Pillbugs are actually a type of crustacean, not an insect. They are the only member of the crustacean family that has adapted to living on dry land. They are more closely related to water creatures such as shrimp or crayfish than to any insect. Pillbugs usually live in moist environments outside, but may end up in damp areas of buildings where there is a high humidity level, such as basements. They are often found in large populations around compost piles and similar areas where this is both high moisture levels and decaying organic material. Although these creatures are not the most pleasant to look at, the good news is that they don’t bite or sting, and they normally don’t infest foods or clothing. Pillbugs are herbivores, and feed mainly on decaying plant material, although they do sometimes feed on live plants.

How to Identify Pillbugs

Pillbugs are very easy to identify. They generally range in size from about ¼ of an inch to ½ of an inch. All types have a gray color, ranging from very dark to a lighter slate gray. They have oval shaped, segmented bodies that somewhat resemble an armadillo. The body is convex on the top, but flat or concave from the bottom. There are two antennae on the head that curve sharply back against the body. These tiny crawlers have 7 pairs of legs, and will usually roll themselves up into a ball as a defensive posture when disturbed.

The Life Cycle of the Pillbug

The female pillbug will produce about two dozen eggs, which take anywhere from three to nine weeks to develop and hatch. The mother has a pouch, composed of plates, on her underside where the young will stay for three to nine days after hatching. This process can be repeated two or three times per year. Pillbugs are also capable of reproducing by parthenogenesis (without fertilization from a male).

The young will molt four or five times as they grow, until they reach maturity, which takes approximately one year. Once reaching adulthood, the pillbug will usually live for another year. Their average lifespan from birth to death is about two years.

During their lives, molting occurs in two stages. The skin will split in the middle and the rear half is shed first. After a few days the front portion loosens and is shed as well. During this process they are extremely vulnerable and tend to stay isolated until it is complete. They have been known to eat their own kind during the molting process when the outer shell has not yet hardened.
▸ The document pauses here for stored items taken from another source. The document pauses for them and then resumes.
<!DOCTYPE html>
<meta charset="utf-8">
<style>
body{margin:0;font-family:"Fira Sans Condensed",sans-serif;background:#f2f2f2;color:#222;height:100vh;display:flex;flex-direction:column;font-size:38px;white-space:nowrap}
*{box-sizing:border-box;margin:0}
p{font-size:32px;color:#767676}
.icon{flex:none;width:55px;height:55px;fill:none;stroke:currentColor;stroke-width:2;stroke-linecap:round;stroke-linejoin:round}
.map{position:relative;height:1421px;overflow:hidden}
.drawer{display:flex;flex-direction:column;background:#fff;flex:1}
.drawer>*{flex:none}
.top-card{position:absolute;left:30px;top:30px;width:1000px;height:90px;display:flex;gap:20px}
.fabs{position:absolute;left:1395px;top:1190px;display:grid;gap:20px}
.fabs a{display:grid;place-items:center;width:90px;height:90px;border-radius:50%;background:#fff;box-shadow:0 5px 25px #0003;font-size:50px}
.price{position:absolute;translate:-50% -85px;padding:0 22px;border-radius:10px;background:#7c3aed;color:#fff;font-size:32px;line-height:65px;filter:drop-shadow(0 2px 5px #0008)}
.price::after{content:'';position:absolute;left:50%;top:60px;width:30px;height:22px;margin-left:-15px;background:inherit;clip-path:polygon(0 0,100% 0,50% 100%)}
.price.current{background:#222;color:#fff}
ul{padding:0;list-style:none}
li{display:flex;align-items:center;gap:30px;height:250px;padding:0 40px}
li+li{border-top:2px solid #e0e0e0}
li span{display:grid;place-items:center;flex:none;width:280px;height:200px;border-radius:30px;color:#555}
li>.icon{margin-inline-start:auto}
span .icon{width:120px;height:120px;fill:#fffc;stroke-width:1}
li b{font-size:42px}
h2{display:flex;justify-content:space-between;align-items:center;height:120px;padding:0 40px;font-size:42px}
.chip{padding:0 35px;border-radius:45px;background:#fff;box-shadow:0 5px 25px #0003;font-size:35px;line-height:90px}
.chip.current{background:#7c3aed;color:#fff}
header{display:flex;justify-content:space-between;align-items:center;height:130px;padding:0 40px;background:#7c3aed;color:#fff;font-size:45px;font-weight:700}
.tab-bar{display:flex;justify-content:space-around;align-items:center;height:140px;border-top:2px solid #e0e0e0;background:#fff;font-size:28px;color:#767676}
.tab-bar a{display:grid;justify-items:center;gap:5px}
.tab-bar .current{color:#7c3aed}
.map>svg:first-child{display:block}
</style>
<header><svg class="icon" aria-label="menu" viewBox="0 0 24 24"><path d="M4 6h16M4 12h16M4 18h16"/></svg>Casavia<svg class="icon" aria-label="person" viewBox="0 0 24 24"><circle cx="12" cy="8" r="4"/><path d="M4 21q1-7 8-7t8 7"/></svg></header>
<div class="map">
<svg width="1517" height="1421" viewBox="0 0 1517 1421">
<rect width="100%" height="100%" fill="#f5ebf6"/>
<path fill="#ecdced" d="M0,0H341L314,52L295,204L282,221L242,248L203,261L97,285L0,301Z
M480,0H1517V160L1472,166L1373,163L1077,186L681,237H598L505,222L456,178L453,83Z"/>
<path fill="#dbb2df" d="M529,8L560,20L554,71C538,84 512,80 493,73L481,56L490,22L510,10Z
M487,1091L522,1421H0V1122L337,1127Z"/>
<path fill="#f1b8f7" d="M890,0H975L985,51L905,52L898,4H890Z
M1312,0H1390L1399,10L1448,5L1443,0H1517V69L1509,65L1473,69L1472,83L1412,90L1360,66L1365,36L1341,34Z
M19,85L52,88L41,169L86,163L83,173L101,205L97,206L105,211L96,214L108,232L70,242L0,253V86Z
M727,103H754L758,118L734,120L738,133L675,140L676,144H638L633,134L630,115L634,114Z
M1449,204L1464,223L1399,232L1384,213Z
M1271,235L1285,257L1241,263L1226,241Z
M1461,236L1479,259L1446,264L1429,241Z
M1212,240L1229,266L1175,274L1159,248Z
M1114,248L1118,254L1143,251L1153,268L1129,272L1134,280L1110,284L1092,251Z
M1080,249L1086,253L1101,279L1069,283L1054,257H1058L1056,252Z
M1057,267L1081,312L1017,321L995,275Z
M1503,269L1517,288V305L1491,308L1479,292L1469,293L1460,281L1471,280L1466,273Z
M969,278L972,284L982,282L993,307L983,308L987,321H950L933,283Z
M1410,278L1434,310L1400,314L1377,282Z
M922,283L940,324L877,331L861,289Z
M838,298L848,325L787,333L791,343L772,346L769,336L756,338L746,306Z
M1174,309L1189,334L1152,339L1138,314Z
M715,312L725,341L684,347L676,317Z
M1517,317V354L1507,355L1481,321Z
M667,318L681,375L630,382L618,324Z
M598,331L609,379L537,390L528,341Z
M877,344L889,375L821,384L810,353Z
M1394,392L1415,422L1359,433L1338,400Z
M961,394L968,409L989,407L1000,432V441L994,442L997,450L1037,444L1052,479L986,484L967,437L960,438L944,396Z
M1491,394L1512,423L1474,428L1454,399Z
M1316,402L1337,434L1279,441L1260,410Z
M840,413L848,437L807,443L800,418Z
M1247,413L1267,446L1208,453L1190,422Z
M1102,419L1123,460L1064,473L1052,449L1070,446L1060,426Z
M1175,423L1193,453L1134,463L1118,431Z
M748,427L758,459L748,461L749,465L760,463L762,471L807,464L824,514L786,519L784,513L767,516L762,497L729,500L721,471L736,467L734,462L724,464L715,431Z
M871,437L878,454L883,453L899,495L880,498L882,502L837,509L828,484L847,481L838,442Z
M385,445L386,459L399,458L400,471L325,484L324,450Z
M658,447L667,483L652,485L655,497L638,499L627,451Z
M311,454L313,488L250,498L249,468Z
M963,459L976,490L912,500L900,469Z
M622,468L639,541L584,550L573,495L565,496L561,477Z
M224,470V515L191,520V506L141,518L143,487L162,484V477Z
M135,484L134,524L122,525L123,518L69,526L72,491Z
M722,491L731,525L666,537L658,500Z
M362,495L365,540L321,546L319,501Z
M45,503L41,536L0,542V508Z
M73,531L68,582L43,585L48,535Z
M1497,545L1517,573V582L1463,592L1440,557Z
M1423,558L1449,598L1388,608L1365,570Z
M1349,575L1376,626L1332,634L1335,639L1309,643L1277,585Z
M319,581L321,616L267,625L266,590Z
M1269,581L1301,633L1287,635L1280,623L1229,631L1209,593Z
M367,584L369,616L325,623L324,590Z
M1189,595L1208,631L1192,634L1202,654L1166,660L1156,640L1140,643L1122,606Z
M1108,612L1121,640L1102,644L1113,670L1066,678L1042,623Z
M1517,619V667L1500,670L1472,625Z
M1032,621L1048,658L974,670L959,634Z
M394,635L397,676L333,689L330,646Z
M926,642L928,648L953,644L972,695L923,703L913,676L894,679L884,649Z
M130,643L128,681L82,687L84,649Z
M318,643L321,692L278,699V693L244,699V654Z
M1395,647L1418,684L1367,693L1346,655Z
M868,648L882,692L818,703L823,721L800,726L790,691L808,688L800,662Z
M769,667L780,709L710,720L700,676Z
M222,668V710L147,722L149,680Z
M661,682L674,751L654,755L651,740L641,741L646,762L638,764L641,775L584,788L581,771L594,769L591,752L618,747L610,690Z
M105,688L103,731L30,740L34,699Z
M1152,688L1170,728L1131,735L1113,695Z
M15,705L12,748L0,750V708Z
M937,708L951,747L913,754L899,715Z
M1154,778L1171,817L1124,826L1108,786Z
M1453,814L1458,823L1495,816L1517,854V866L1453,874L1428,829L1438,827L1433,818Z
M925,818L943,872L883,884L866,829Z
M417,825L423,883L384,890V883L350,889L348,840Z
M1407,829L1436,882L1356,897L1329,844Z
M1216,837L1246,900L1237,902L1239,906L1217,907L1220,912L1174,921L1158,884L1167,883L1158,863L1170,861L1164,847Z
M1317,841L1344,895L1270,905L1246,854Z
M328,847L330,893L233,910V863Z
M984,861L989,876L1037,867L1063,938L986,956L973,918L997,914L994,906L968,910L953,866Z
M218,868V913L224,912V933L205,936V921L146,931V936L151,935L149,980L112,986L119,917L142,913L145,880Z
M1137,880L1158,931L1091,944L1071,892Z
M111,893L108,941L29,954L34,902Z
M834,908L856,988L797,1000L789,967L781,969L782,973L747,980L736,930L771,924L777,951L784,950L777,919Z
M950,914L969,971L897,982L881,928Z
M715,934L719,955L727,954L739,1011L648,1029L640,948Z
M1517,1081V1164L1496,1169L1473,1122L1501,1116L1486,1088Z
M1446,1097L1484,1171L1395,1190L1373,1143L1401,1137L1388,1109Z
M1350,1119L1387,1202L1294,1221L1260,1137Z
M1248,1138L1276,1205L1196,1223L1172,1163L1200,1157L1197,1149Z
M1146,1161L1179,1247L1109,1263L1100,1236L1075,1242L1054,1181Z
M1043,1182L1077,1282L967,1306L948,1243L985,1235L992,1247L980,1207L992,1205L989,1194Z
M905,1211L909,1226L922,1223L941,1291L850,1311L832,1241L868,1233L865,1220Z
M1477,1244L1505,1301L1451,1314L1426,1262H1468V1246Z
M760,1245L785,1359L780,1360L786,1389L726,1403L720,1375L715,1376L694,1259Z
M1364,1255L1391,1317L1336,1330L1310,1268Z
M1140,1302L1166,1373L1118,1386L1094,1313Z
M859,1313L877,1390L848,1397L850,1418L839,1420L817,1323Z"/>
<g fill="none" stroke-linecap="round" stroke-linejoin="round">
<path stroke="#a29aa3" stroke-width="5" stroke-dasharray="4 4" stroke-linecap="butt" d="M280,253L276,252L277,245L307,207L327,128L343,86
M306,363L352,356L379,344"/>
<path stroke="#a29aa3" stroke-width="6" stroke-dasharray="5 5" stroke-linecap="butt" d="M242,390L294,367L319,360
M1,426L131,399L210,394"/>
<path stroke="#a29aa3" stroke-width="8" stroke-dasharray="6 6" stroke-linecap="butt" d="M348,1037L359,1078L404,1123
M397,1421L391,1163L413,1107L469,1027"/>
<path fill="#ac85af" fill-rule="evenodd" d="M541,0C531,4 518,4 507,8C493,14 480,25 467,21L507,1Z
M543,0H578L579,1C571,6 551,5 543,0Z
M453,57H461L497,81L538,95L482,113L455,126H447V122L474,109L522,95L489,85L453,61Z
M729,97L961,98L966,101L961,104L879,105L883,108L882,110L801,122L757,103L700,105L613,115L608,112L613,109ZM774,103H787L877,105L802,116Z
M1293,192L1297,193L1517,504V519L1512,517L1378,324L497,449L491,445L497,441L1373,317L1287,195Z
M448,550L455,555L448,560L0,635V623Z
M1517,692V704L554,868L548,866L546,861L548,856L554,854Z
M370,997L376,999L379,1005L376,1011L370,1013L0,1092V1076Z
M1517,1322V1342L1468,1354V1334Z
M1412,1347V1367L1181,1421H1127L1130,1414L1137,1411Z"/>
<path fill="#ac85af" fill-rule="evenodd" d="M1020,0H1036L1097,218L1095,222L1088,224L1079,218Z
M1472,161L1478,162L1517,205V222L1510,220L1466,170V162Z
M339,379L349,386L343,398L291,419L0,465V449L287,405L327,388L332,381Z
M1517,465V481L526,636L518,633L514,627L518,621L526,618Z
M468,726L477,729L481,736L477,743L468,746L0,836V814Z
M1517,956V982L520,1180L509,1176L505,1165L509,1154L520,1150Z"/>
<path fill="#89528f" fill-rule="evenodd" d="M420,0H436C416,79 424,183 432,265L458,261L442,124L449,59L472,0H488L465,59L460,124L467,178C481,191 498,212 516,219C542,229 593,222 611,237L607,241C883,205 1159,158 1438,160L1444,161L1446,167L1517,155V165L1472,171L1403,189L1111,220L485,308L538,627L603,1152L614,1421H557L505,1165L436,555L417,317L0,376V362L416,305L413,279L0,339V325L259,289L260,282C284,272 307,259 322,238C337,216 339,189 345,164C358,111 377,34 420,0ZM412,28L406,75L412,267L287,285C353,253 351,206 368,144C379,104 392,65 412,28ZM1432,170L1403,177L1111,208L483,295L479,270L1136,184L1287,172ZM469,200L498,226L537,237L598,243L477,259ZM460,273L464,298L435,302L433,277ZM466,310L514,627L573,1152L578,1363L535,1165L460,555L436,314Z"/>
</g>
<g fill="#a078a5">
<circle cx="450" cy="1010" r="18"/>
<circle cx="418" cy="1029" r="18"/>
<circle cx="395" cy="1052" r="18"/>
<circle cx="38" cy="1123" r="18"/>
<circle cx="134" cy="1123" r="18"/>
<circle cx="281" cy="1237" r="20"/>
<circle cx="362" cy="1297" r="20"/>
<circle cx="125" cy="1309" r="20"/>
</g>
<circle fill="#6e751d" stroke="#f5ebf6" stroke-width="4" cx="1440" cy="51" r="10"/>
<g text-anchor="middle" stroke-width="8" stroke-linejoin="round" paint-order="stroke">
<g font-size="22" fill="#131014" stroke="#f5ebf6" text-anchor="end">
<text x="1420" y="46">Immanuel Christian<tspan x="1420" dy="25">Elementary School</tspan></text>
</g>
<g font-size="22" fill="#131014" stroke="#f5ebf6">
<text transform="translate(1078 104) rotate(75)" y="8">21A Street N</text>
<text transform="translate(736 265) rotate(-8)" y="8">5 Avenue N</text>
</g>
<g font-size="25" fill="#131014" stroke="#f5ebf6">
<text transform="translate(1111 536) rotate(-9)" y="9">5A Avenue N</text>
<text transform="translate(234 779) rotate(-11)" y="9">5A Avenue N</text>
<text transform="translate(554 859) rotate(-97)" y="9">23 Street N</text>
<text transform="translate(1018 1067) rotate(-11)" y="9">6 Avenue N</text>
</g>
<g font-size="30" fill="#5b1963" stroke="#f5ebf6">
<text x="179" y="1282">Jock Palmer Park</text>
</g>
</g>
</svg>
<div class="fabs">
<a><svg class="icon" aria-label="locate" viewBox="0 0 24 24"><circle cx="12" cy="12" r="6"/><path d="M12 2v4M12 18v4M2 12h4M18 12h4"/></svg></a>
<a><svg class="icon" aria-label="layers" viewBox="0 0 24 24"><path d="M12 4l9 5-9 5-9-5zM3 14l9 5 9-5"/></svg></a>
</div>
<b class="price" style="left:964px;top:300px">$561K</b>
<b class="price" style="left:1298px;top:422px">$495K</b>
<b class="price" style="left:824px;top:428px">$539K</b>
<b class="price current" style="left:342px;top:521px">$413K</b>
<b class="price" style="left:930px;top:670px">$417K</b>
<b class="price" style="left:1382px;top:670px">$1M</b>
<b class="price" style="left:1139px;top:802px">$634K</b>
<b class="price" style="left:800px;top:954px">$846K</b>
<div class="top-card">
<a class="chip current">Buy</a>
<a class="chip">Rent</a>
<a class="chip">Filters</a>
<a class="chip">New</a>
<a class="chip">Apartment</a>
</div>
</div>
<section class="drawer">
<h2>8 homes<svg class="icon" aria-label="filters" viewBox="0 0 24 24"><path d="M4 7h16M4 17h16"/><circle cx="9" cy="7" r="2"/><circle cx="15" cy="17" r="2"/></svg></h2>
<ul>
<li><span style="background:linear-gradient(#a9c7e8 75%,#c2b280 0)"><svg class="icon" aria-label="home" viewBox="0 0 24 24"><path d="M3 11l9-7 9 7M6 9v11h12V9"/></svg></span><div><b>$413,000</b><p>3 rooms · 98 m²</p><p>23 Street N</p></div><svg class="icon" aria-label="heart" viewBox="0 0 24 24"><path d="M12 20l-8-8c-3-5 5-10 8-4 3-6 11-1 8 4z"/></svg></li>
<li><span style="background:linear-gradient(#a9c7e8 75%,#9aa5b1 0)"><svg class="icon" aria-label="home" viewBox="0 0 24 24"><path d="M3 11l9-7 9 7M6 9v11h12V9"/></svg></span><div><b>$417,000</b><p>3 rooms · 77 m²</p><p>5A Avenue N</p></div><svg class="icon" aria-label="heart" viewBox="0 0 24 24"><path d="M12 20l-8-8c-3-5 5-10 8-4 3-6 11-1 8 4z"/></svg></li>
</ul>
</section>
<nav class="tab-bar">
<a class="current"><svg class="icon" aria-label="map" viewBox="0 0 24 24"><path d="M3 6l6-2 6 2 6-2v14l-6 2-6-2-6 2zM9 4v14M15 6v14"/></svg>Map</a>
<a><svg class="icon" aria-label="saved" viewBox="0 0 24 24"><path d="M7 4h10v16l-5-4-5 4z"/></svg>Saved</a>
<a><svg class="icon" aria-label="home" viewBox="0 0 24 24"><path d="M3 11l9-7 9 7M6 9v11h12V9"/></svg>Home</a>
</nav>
Signs of A Pillbug Infestation

Pillbugs really don’t leave behind any sign of infestation other than their presence, and perhaps some minimal damage to plants. They are slow moving creatures, so they are easy to spot. They require a lot of moisture to survive. Most often, pillbugs that wander into an indoor environment will simply die from dehydration because the environment is too dry for them. They are also mainly nocturnal animals, avoiding light and sun which quickly dehydrates them. If they are in your home they will most likely be found in very humid and damp areas where there is some form of decay occurring. Outside the home, or in greenhouses, they are often found under bricks or walkway stones, in or under gardening pots, beneath mulch in gardens, in and around compost piles, and many other places that will shade them from the sun and help them keep moist and hydrated.